→ **How to complete this task**
Give back every entry, exactly as written.

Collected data

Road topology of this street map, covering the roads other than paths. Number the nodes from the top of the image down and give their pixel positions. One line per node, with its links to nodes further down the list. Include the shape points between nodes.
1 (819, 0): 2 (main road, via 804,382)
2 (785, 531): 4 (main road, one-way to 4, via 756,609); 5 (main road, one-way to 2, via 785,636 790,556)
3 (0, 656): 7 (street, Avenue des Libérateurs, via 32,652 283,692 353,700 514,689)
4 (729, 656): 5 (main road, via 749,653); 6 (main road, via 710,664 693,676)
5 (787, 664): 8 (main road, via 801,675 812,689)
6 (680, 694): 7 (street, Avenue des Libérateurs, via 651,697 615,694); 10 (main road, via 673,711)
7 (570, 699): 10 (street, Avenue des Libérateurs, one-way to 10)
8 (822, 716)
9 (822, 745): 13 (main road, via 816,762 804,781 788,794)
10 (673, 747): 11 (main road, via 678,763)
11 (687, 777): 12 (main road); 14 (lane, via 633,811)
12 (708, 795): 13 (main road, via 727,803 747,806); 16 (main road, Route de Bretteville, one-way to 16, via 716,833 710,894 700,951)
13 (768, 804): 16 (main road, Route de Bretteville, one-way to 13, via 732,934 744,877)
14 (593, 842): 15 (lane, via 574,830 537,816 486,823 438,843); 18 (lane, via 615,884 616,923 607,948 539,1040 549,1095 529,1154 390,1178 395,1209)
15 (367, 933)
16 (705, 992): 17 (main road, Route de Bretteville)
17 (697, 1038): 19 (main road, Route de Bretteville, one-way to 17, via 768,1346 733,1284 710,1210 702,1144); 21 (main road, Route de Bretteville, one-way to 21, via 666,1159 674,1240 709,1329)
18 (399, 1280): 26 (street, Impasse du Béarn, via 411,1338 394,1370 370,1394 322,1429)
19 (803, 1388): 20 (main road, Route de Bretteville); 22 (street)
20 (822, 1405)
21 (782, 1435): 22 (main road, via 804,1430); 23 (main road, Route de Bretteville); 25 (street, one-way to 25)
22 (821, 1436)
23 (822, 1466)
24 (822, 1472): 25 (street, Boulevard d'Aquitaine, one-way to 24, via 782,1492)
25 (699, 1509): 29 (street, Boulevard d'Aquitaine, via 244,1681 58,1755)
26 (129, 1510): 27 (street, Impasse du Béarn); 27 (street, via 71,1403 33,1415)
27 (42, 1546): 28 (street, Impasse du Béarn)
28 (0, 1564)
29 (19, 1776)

→ **Task solution**
Road topology of this street map, covering the roads other than paths. Number the nodes from the top of the image down and give their pixel positions. One line per node, with its links to nodes further down the list. Include the shape points between nodes.
1 (819, 0): 2 (main road, via 804,382)
2 (785, 531): 4 (main road, one-way to 4, via 756,609); 5 (main road, one-way to 2, via 785,636 790,556)
3 (0, 656): 7 (street, Avenue des Libérateurs, via 32,652 283,692 353,700 514,689)
4 (729, 656): 5 (main road, via 749,653); 6 (main road, via 710,664 693,676)
5 (787, 664): 8 (main road, via 801,675 812,689)
6 (680, 694): 7 (street, Avenue des Libérateurs, via 651,697 615,694); 10 (main road, via 673,711)
7 (570, 699): 10 (street, Avenue des Libérateurs, one-way to 10)
8 (822, 716)
9 (822, 745): 13 (main road, via 816,762 804,781 788,794)
10 (673, 747): 11 (main road, via 678,763)
11 (687, 777): 12 (main road); 14 (lane, via 633,811)
12 (708, 795): 13 (main road, via 727,803 747,806); 16 (main road, Route de Bretteville, one-way to 16, via 716,833 710,894 700,951)
13 (768, 804): 16 (main road, Route de Bretteville, one-way to 13, via 732,934 744,877)
14 (593, 842): 15 (lane, via 574,830 537,816 486,823 438,843); 18 (lane, via 615,884 616,923 607,948 539,1040 549,1095 529,1154 390,1178 395,1209)
15 (367, 933)
16 (705, 992): 17 (main road, Route de Bretteville)
17 (697, 1038): 19 (main road, Route de Bretteville, one-way to 17, via 768,1346 733,1284 710,1210 702,1144); 21 (main road, Route de Bretteville, one-way to 21, via 666,1159 674,1240 709,1329)
18 (399, 1280): 26 (street, Impasse du Béarn, via 411,1338 394,1370 370,1394 322,1429)
19 (803, 1388): 20 (main road, Route de Bretteville); 22 (street)
20 (822, 1405)
21 (782, 1435): 22 (main road, via 804,1430); 23 (main road, Route de Bretteville); 25 (street, one-way to 25)
22 (821, 1436)
23 (822, 1466)
24 (822, 1472): 25 (street, Boulevard d'Aquitaine, one-way to 24, via 782,1492)
25 (699, 1509): 29 (street, Boulevard d'Aquitaine, via 244,1681 58,1755)
26 (129, 1510): 27 (street, Impasse du Béarn); 27 (street, via 71,1403 33,1415)
27 (42, 1546): 28 (street, Impasse du Béarn)
28 (0, 1564)
29 (19, 1776)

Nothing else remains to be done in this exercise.